Talk about a marketing nightmare!  Imagine you're the promotional team trying to put together the newest campaign for this one! Hyundai has worked hard to elevate themselves to their current position, but their efforts might be for naught when you consider that they've now associated themselves with poop. Human poop as a matter
of fact.

Hyundai is about to unveil a new prototype car that's powered by feces. They've discovered that specially-treated poop can be used to power an amazing new type of fuel cell in the car. According to Autoblog, here's the recipe.

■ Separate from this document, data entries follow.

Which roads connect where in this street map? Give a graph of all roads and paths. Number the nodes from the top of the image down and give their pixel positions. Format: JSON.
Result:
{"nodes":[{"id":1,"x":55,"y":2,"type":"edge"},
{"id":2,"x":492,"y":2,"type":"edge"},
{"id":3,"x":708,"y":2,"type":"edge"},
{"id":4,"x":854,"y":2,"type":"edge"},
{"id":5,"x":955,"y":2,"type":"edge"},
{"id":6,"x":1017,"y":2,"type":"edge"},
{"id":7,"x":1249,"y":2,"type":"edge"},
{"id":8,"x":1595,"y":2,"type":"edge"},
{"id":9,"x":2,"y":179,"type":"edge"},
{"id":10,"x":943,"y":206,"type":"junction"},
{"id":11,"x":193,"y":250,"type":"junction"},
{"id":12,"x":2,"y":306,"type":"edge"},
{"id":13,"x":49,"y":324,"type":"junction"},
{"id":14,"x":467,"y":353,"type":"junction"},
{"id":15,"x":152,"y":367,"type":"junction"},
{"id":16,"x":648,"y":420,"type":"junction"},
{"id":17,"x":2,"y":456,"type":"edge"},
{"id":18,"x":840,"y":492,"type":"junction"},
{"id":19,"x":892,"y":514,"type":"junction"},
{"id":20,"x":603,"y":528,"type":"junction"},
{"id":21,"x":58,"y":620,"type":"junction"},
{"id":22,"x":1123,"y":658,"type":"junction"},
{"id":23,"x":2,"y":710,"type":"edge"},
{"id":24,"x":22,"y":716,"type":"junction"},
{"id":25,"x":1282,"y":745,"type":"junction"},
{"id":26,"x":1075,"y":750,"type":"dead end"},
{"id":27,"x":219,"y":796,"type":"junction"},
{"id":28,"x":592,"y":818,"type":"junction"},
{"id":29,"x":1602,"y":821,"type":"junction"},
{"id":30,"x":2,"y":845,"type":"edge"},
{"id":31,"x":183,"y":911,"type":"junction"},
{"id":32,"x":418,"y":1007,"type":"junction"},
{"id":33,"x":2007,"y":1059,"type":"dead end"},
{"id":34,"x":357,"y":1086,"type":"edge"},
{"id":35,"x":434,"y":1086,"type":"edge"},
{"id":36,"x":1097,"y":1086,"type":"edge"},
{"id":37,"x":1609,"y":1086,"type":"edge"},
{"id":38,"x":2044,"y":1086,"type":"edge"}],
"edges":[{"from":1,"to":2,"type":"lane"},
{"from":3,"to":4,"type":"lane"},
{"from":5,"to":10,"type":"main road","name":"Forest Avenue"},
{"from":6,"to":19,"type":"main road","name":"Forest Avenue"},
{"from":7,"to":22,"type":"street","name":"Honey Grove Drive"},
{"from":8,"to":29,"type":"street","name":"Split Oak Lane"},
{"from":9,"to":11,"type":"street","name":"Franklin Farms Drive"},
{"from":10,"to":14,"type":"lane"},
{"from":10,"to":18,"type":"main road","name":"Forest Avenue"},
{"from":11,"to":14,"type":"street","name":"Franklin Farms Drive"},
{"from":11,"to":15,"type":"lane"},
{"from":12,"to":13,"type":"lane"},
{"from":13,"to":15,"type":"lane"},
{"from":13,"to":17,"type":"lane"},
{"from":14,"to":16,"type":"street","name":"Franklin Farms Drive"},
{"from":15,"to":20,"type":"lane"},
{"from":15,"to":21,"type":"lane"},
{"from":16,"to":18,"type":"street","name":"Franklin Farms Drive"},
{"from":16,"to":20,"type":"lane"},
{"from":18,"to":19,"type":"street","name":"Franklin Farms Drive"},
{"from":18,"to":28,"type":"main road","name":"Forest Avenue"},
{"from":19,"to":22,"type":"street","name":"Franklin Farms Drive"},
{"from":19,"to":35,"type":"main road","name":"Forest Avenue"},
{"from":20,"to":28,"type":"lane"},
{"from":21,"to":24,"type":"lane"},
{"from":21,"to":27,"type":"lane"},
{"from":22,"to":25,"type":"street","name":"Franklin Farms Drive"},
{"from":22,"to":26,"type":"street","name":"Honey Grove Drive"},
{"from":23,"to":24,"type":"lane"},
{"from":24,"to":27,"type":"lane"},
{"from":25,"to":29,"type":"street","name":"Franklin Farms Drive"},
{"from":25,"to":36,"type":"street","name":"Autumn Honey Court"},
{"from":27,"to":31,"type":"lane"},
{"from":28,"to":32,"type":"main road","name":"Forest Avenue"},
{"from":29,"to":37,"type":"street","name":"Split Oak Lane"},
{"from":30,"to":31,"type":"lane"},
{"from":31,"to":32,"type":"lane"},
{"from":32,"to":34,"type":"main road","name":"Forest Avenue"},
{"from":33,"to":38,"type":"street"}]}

Separate the water out of some sewage, leaving the bio-solids behind. Then pipe those solids into airless tanks and let some microbes go to town. These bugs release a gas (roughly 60 percent methane, 40 percent CO2) which you can burn in a vehicle.

Yeah that's what we want. Empty the contents of the Port-a-potty into the car and you're set for another couple hundred miles. Gives a whole new meaning to "Gas Tank" doesn't it.

We warmed up to the idea of Willie's "Bio Diesel" that was made from used cooking oil, but anything that requires a college fraternity to hit late night Taco Bell for a fill up is gonna
be a tough sale in any book.

The vehicle is called the "Hyundai Tucson FCEV," but I'm thinking there will be "Loads" of other names it'll have on the streets.

Wonder how much "Paper Work" you have to do to get one?